* [Task objective]: Go through the records and count every line that holds "Zárate". Only the number belongs in the reply.

** Opening Data extracts block **

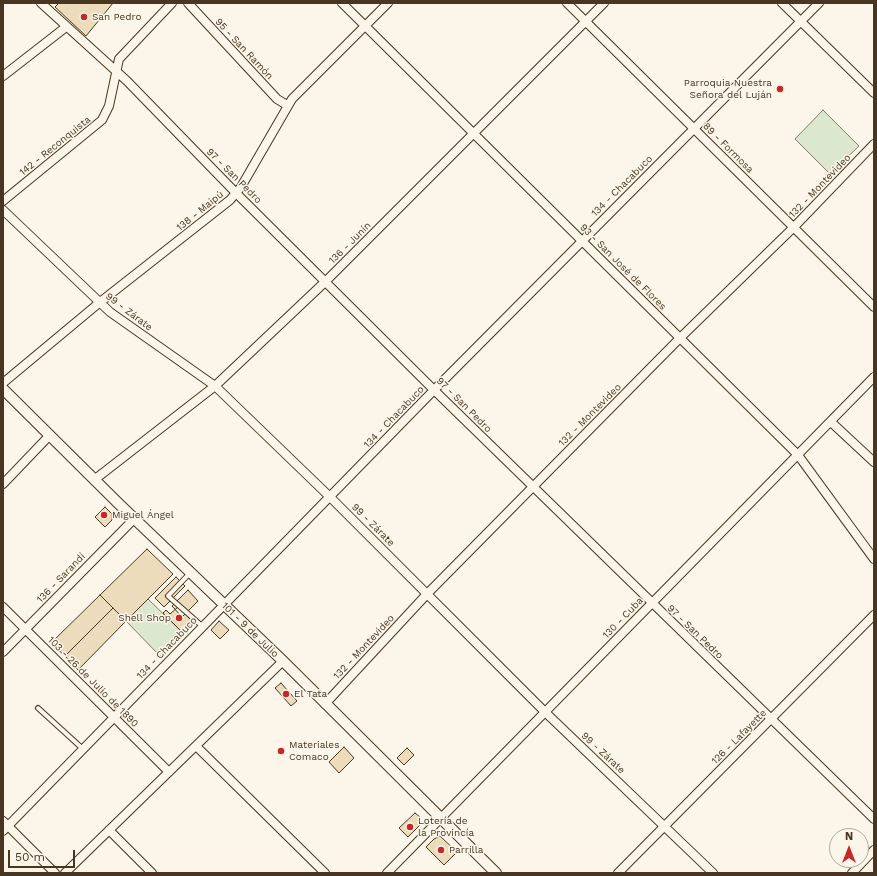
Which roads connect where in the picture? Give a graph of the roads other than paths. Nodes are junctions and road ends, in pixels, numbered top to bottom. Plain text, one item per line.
1 (41, 3) edge
2 (172, 3) edge
3 (188, 3) edge
4 (342, 3) edge
5 (388, 3) edge
6 (567, 3) edge
7 (604, 3) edge
8 (782, 3) edge
9 (819, 3) edge
10 (586, 21) junction
11 (800, 21) junction
12 (66, 26) junction
13 (366, 26) junction
14 (115, 71) junction
15 (3, 76) edge
16 (874, 93) edge
17 (287, 105) junction
18 (694, 129) junction
19 (473, 133) junction
20 (874, 144) edge
21 (236, 193) junction
22 (3, 201) edge
23 (3, 210) edge
24 (794, 227) junction
25 (582, 240) junction
26 (326, 281) junction
27 (99, 303) junction
28 (874, 307) edge
29 (680, 338) junction
30 (874, 377) edge
31 (3, 383) edge
32 (215, 386) junction
33 (3, 389) edge
34 (434, 390) junction
35 (831, 422) junction
36 (49, 436) junction
37 (798, 455) junction
38 (874, 462) edge
39 (94, 480) junction
40 (3, 484) edge
41 (533, 487) junction
42 (330, 497) junction
43 (134, 519) junction
44 (874, 559) edge
45 (190, 573) junction
46 (428, 594) junction
47 (651, 604) junction
48 (223, 605) junction
49 (3, 607) edge
50 (874, 615) edge
51 (202, 626) junction
52 (26, 629) junction
53 (3, 652) edge
54 (283, 661) junction
55 (325, 704) junction
56 (38, 708) dead end
57 (545, 712) junction
58 (114, 717) junction
59 (770, 719) junction
60 (196, 746) junction
61 (83, 749) junction
62 (169, 772) junction
63 (441, 818) junction
64 (874, 819) edge
65 (5, 826) edge
66 (665, 826) junction
67 (109, 830) junction
68 (874, 850) edge
69 (55, 873) edge
70 (65, 873) edge
71 (152, 873) edge
72 (325, 873) edge
73 (387, 873) edge
74 (496, 873) edge
75 (618, 873) edge
76 (713, 873) edge
77 (852, 873) edge

1 - 12 street, 97 - San Pedro
2 - 14 street, 142 - Reconquista
3 - 17 street, 95 - San Ramón
4 - 13 street, 93 - San José de Flores
5 - 13 street, 138 - Maipú
6 - 10 street, 89 - Formosa
7 - 10 street, 136 - Junín
8 - 11 street
9 - 11 street, 134 - Chacabuco
10 - 18 street, 89 - Formosa
10 - 19 street, 136 - Junín
11 - 16 street
11 - 18 street, 134 - Chacabuco
12 - 14 street, 97 - San Pedro
12 - 15 street
13 - 17 street, 138 - Maipú
13 - 19 street, 93 - San José de Flores
14 - 21 street, 97 - San Pedro
14 - 22 street, 142 - Reconquista
17 - 21 street, 138 - Maipú
18 - 24 street, 89 - Formosa
18 - 25 street, 134 - Chacabuco
19 - 25 street, 93 - San José de Flores
19 - 26 street, 136 - Junín
20 - 24 street, 132 - Montevideo
21 - 26 street, 97 - San Pedro
21 - 27 street, 138 - Maipú
23 - 27 street, 99 - Zárate
24 - 28 street, 89 - Formosa
24 - 29 street, 132 - Montevideo
25 - 29 street, 93 - San José de Flores
25 - 34 street, 134 - Chacabuco
26 - 32 street, 136 - Junín
26 - 34 street, 97 - San Pedro
27 - 31 street, 138 - Maipú
27 - 32 street, 99 - Zárate
29 - 37 street, 93 - San José de Flores
29 - 41 street, 132 - Montevideo
30 - 35 street, 130 - Cuba
32 - 39 street, 136 - Junín
32 - 42 street, 99 - Zárate
33 - 36 street, 101 - 9 de Julio
34 - 41 street, 97 - San Pedro
34 - 42 street, 134 - Chacabuco
35 - 37 street, 130 - Cuba
35 - 38 street
36 - 39 street, 101 - 9 de Julio
36 - 40 street
37 - 44 street, 93 - San José de Flores
37 - 47 street, 130 - Cuba
39 - 43 street, 101 - 9 de Julio
41 - 46 street, 132 - Montevideo
41 - 47 street, 97 - San Pedro
42 - 46 street, 99 - Zárate
42 - 48 street, 134 - Chacabuco
43 - 45 street, 101 - 9 de Julio
43 - 52 street, 136 - Sarandí
45 - 48 street, 101 - 9 de Julio
45 - 51 lane
46 - 55 street, 132 - Montevideo
46 - 57 street, 99 - Zárate
47 - 57 street, 130 - Cuba
47 - 59 street, 97 - San Pedro
48 - 51 street, 134 - Chacabuco
48 - 54 street, 101 - 9 de Julio
49 - 52 street, 103 - 26 de Julio de 1890
50 - 59 street, 126 - Lafayette
51 - 58 street, 134 - Chacabuco
52 - 53 street, 136 - Sarandí
52 - 58 street, 103 - 26 de Julio de 1890
54 - 55 street, 101 - 9 de Julio
54 - 60 street
55 - 63 street, 101 - 9 de Julio
56 - 61 lane
57 - 63 street, 130 - Cuba
57 - 66 street, 99 - Zárate
58 - 61 street, 134 - Chacabuco
58 - 62 street, 103 - 26 de Julio de 1890
59 - 64 street, 97 - San Pedro
59 - 66 street, 126 - Lafayette
60 - 62 street
60 - 72 street
61 - 65 street, 134 - Chacabuco
62 - 67 street
63 - 73 street, 130 - Cuba
63 - 74 street, 101 - 9 de Julio
65 - 69 street
66 - 75 street, 126 - Lafayette
66 - 76 street, 99 - Zárate
67 - 70 street
67 - 71 street
68 - 77 street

** Closing Data extracts block **

* [Exercise solution]: 7